By Effie Zahos, Money Magazine, May 2007
It's nice to find another way to get a foot in the household door sooner, but be careful the door doesn't slam on you.
We've had home loans that don't require a deposit, loans where you don't have to prove your income, maternity loans that give you a repayment break, and now "silent partner" home loans.
Not since credit cards were linked to home loans has such an innovative product been launched into the mortgage scene.
It works like this: you want a home but you don't have the full deposit, or maybe you can't buy where you want because you just can't afford it.
What do you do? You call on a "silent partner" willing to pay up to 20 percent of the cost without even asking you to pay one cent in interest on that part of the loan.

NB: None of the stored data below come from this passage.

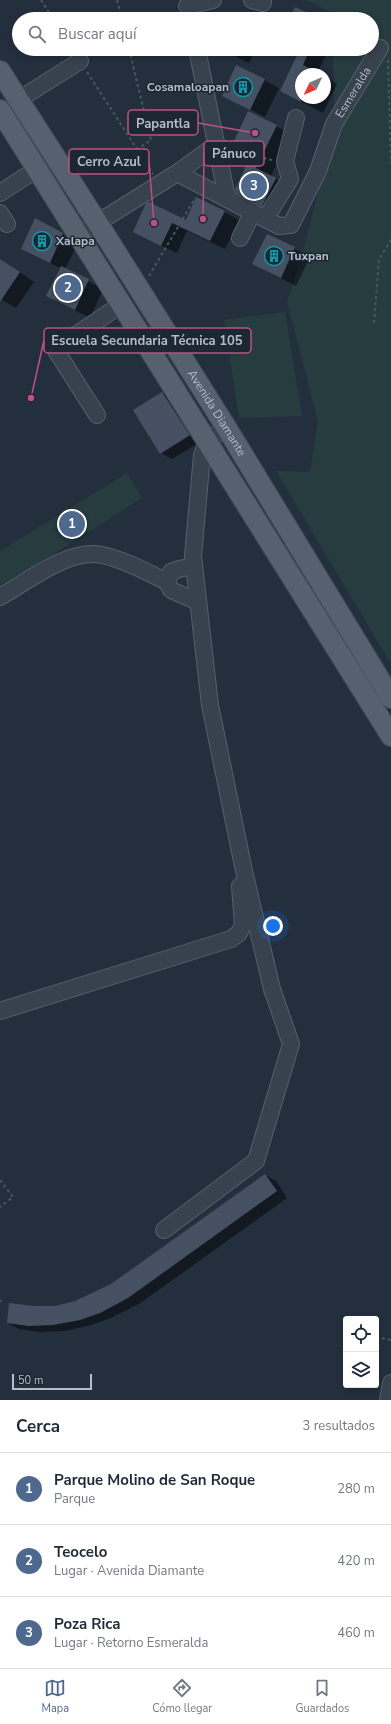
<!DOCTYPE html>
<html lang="es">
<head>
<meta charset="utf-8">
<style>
  body { margin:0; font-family:"Nunito Sans",sans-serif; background:#f6f6f7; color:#1f2937 }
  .controls { position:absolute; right:12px; bottom:12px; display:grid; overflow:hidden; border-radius:4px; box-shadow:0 2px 6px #0003 }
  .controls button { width:36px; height:36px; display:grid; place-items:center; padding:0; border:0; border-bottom:1px solid #e0e1e3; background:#fff; color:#1f2937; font:20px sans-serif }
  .compass { position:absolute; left:295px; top:68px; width:36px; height:36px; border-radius:50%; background:#fff; box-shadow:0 2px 6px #0003; rotate:226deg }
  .scale { position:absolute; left:12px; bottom:10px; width:80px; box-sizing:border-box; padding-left:4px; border:2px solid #b4bcc9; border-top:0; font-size:11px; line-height:14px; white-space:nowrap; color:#b4bcc9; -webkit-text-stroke:3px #1d2633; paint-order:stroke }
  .you { position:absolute; left:273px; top:926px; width:14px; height:14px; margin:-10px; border:3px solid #fff; border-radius:50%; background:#1a73e8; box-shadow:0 0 0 6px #1a73e833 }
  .badge { display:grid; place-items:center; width:26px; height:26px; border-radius:50%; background:#4f688e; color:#fff; font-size:13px; font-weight:700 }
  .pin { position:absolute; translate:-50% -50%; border:2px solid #fff; box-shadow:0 1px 4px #0006 }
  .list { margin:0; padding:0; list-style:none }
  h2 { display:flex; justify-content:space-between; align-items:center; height:52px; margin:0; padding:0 16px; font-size:17px }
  h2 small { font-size:13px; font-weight:400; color:#747a83 }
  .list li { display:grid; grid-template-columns:26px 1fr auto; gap:12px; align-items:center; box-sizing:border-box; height:72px; padding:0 16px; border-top:1px solid #e0e1e3 }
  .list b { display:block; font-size:15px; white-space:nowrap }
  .list p { margin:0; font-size:13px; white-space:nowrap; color:#747a83 }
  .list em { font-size:13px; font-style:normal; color:#747a83 }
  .icon { flex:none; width:22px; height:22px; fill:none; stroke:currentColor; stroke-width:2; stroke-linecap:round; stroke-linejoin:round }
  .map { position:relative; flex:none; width:391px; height:1400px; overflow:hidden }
  .search { position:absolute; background:#fff; box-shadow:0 2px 6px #0003; left:12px; right:12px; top:12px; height:44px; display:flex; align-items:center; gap:10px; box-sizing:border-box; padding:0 14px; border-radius:22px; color:#747a83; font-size:15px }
  .sheet { height:268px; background:#fff }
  nav { display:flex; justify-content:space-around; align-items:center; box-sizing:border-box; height:56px; border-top:1px solid #e0e1e3; background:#fff; font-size:11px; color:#747a83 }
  nav a { display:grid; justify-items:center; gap:2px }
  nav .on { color:#4f688e }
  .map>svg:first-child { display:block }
  .green { fill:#263c3f }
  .shadow { fill:#0007 }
  .building { fill:#455162 }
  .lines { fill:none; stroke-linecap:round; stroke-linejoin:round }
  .minor-casing { stroke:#565f6c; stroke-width:18 }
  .major-casing { stroke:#414a57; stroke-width:22 }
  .path { stroke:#44595c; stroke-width:2; stroke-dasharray:3 3; stroke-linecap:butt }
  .minor { stroke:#38414e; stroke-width:16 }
  .major { stroke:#56606e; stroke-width:20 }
  .labels { text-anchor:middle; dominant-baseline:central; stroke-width:3; stroke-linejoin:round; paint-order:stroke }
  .poi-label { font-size:12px; font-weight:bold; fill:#b4bcc9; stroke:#1d2633; text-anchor:start }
  .street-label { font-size:12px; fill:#b4bcc9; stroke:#1d2633 }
  .leader { fill:none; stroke:#bd5182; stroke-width:1.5 }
  .callout-dot { fill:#bd5182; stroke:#1d2633; stroke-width:1.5 }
  .callout { fill:#1d2633; stroke:#bd5182; stroke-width:1.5 }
  .callout-label { font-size:13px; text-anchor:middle; font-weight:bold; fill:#b4bcc9 }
</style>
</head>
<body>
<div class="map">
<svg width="391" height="1400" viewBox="0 0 391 1400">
  <rect width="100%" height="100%" fill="#242f3e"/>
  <path class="green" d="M306 0H391V664L276 471 310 472 318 421 287 301 302 256 334 127 333 49H372V19H333V13Z
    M285 312 302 416 239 418 224 320Z
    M127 473 142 498 0 588V551Z"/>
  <path class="shadow" d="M221 13 234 19H218Z
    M220 49H256L249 63Z
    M301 49H329L317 73 319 74H301V98H325V77L337 84 323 113 281 91Z
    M264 80 279 88 265 117 223 95Z
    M249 112 291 134 271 176 290 187 277 214 237 192 254 152 235 141Z
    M147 204 186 221 224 212 239 220 225 249 187 231 177 253 149 240Z
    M36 220 78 243 65 269 103 289 90 318 47 296 60 268 22 249Z
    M267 235 310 257 296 286 253 264Z
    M0 259 34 282 16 308 0 299Z
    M162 393 173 399 200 442 172 459 161 453Z
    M265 1175 276 1181 287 1198 139 1304 111 1318 91 1325 65 1331 39 1332 19 1329 8 1323 34 1307H55L75 1302 111 1285Z"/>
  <path class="building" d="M295 7 322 19H289Z
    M300 49H310L303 65 321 74H301V102L280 91Z
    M236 65 265 79 250 110 222 96Z
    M248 111 277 125 256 168 276 178 262 206 236 193 235 189 253 151 234 141Z
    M196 197 225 211 210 241 172 223 161 246 133 232 146 203 149 202 186 220Z
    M35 218 63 233 50 263 21 249Z
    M267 234 295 247 281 278 252 264Z
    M0 259 20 272 0 302Z
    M61 266 89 279 75 310 46 296Z
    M162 392 190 435 160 454 133 410Z
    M265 1174 277 1191 128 1298 100 1313 80 1320 53 1325 28 1326 7 1323 9 1303 34 1306H55L75 1301 111 1284Z"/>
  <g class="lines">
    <g class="minor-casing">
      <g id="minor">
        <path d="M252 0 263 3V0"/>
        <path d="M187 6 213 0"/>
        <path d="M197 49 227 198"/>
        <path d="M18 100 80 61"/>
        <path id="s1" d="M177 173 279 226 291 225 318 171 334 124 380 48"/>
        <path d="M0 193 37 169"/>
        <path d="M0 213 7 224"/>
        <path d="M265 219 290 179 285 161 296 118"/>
        <path d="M78 235 177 173 217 144"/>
        <path d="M240 238 253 212"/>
        <path d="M97 415 55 349 122 304"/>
        <path d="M194 566 179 569 171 572 167 582 171 590 198 602"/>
        <path d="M0 597C28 581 69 548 102 555 125 560 147 572 167 582"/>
        <path d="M0 1011 231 939 239 933 243 925 240 886"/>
        <path d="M164 1230 256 1161 291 1044 272 989 244 871 210 705 193 556 202 455 208 441 226 427"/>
        <path d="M388 1400 391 1383"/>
      </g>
    </g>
    <g class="major-casing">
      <g id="major">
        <path id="s2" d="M0 71 97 222 226 427 391 698"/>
        <path d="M0 110 391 736"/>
      </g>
    </g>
    <path class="path" d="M41 0 53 19
      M117 0 122 19
      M129 49 151 140 136 150
      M388 60 391 164
      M87 72 153 174
      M230 145C245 145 257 158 272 160
      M149 276 195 198
      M374 323 379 259 391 240
      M0 1180 13 1197 0 1207
      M0 1300 1 1302
      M376 1337 391 1340"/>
    <use href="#minor" class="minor"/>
    <use href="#major" class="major"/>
  </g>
  <defs>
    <g id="building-ring" transform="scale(1)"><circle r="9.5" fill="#1d2633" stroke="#0f9aa8" stroke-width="1.5"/><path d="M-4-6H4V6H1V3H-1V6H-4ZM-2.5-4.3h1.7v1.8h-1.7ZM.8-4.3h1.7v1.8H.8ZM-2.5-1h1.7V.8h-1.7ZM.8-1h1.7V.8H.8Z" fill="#0f9aa8"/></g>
  </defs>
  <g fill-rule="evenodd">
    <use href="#building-ring" x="243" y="87"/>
    <use href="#building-ring" x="42" y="241"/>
    <use href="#building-ring" x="274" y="256"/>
  </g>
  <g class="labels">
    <g class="poi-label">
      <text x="229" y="87" text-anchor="end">Cosamaloapan</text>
      <text x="56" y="241">Xalapa</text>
      <text x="288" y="256">Tuxpan</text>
    </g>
    <g class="street-label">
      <text stroke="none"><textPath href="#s1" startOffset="274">Esmeralda</textPath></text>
      <text stroke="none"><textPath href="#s2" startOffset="405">Avenida Diamante</textPath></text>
    </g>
  </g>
  <path class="leader" d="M255 133L198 123M203 219L204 153M154 223L149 162M31 398L44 340"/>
  <g class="callout-dot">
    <circle cx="255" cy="133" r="4"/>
    <circle cx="203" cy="219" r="4"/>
    <circle cx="154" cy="223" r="4"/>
    <circle cx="31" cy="398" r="4"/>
  </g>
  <g class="callout">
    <rect x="128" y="110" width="70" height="25" rx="4"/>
    <rect x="204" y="141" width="60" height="25" rx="4"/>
    <rect x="69" y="149" width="80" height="25" rx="4"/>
    <rect x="44" y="328" width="207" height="25" rx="4"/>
  </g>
  <g class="callout-label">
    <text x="163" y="128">Papantla</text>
    <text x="234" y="158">Pánuco</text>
    <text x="109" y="166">Cerro Azul</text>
    <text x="147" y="345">Escuela Secundaria Técnica 105</text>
  </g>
</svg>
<div class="controls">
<button><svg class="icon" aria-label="locate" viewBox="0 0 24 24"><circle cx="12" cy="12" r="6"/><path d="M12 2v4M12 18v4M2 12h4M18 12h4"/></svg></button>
<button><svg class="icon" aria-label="layers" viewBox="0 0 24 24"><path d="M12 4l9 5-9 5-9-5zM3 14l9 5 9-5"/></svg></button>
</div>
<svg class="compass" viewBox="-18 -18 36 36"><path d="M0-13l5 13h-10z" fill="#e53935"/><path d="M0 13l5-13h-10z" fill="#747a83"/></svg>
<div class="scale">50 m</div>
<div class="you"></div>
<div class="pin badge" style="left:72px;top:524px">1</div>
<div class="pin badge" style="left:68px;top:288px">2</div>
<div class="pin badge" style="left:254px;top:186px">3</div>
<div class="search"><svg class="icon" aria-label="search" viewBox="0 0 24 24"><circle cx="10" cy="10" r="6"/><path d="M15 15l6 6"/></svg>Buscar aquí</div>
</div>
<section class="sheet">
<h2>Cerca<small>3 resultados</small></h2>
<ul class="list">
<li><span class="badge">1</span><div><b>Parque Molino de San Roque</b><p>Parque</p></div><em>280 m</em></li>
<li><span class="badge">2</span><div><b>Teocelo</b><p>Lugar · Avenida Diamante</p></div><em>420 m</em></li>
<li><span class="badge">3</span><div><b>Poza Rica</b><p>Lugar · Retorno Esmeralda</p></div><em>460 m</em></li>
</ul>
</section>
<nav>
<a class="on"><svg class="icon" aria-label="map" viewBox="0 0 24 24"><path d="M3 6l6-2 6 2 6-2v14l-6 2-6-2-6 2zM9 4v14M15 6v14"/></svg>Mapa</a>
<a><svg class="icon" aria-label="directions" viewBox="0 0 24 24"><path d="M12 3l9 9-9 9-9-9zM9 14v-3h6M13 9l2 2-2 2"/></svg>Cómo llegar</a>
<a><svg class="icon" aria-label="saved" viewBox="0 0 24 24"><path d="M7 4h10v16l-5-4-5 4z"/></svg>Guardados</a>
</nav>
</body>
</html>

Equity finance mortgages (EFMs), developed by real estate fund manager Rismark and distributed through Adelaide Bank, do just that. Working in conjunction with a traditional home loan, an equity finance mortgage allows you some slack on the cost of buying a home, in return for a certain amount of shared equity in the future value of your home.
There are a few shared equity deals on the market using different structures. The Rismark/Adelaide Bank mortgage works like this:
Say you want to buy a $500,000 home. To be eligible for the EFM portion you'll need a minimum deposit of five percent of the purchase price $25,000 in this case. The maximum amount you can borrow interest free under the EFM is 20 percent of the home's value, or $100,000. So all up you now have $125,000 to put towards your home, meaning you only need to borrow the remaining $375,000 through a standard Adelaide Bank home loan.
The benefit? Well, there's no interest or principal repayments for up to 25 years (or the house is sold) on the EFM and because you only borrowed $375,000 using a standard home loan, instead of say the full $475,000, you save over $700 in monthly repayments.
The catch? Your silent partner can take up to a 40 percent share in capital gains once you home is sold or you refinance. Should the value of your home fall, its capital loss is capped at 20 percent.
Research from Cannex highlights you'd be better off with a traditional loan if you bought in a high-growth property market.
On the other hand, homeowners who buy in markets where growth rates are modest or flat come out in front with an EFM. Another concern with EFMs is that if these products become widespread they could drive property prices even further, making it harder for battlers, even with such an innovative product.